# Lindsay Lohan – Produzent engagiert sie doppelt



## Mandalorianer (20 Apr. 2011)

*Lindsay Lohan – Produzent engagiert sie doppelt​*
Alle Achtung, Lindsay Lohan steht ein größeres Comeback bevor als bisher angekündigt. Hollywood-Produzent Marc Fiore, der Lindsay auch schon für den Mafia-Streifen „Gotti: Three Generations“ verpflichtete , ist so sehr begeistert von ihr, dass er sie in einem weiteren Film dabei haben will:


„Ich will sie nicht nur in Gotti, sondern auch in einem anderen Film. Sie ist eine großartige Schauspielerin.“ Die Rede ist von „Mob Street“, inhaltlich dreht sich der Streifen wieder um die Mafia, diesmal um ihre Machenschaften an der Wall Street.

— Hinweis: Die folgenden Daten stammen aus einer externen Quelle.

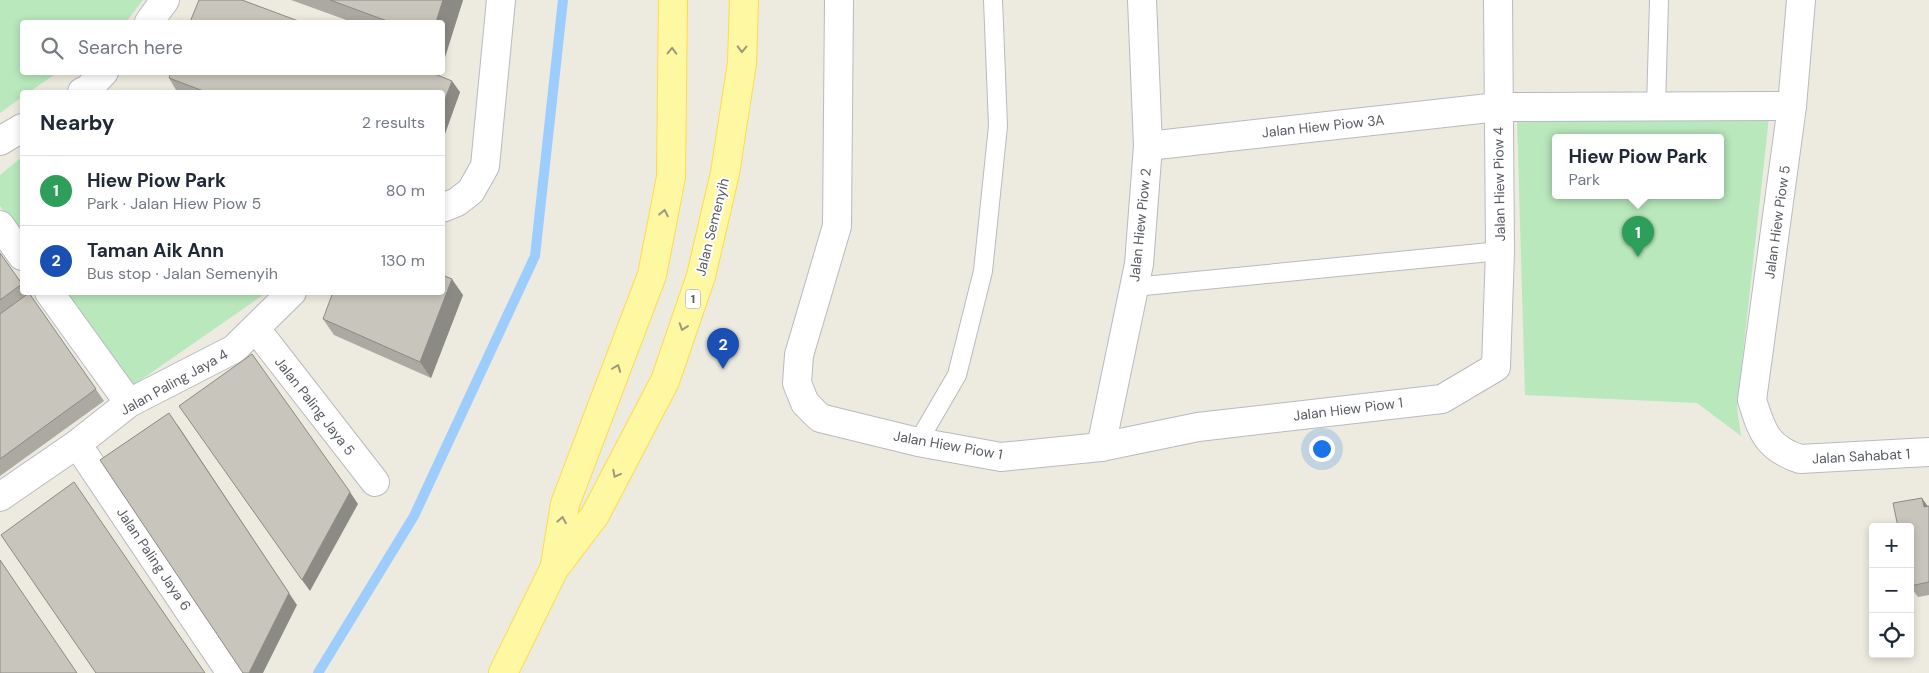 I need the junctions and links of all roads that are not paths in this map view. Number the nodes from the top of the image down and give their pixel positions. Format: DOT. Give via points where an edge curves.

Fürchtet sich Marc nicht vor Lindsays berüchtigter Unzuverlässigkeit? Nein! „Ich habe sie als sehr professionelle Schauspielerin kennengelernt. Menschen machen Fehler. In Hollywood gibt es viele davon.“

Am 22. April muss Lindsay erneut vor Gericht erscheinen, da sie im Januar eine 2500 Dollar-Halskette gestohlen habe . Wenn die 24-Jährige den Richter nicht von ihrer Unschuld überzeugen kann, muss sie in den Knast. Ihr Comeback steht also trotz der vielen Angebote weiter auf der Kippe.



*Gruss Gollum:thumbup:*


----------



## Punisher (3 Mai 2011)

LiLo ist scharf, ich würd sie auch nicht von der Besetzungscouch stoßen


----------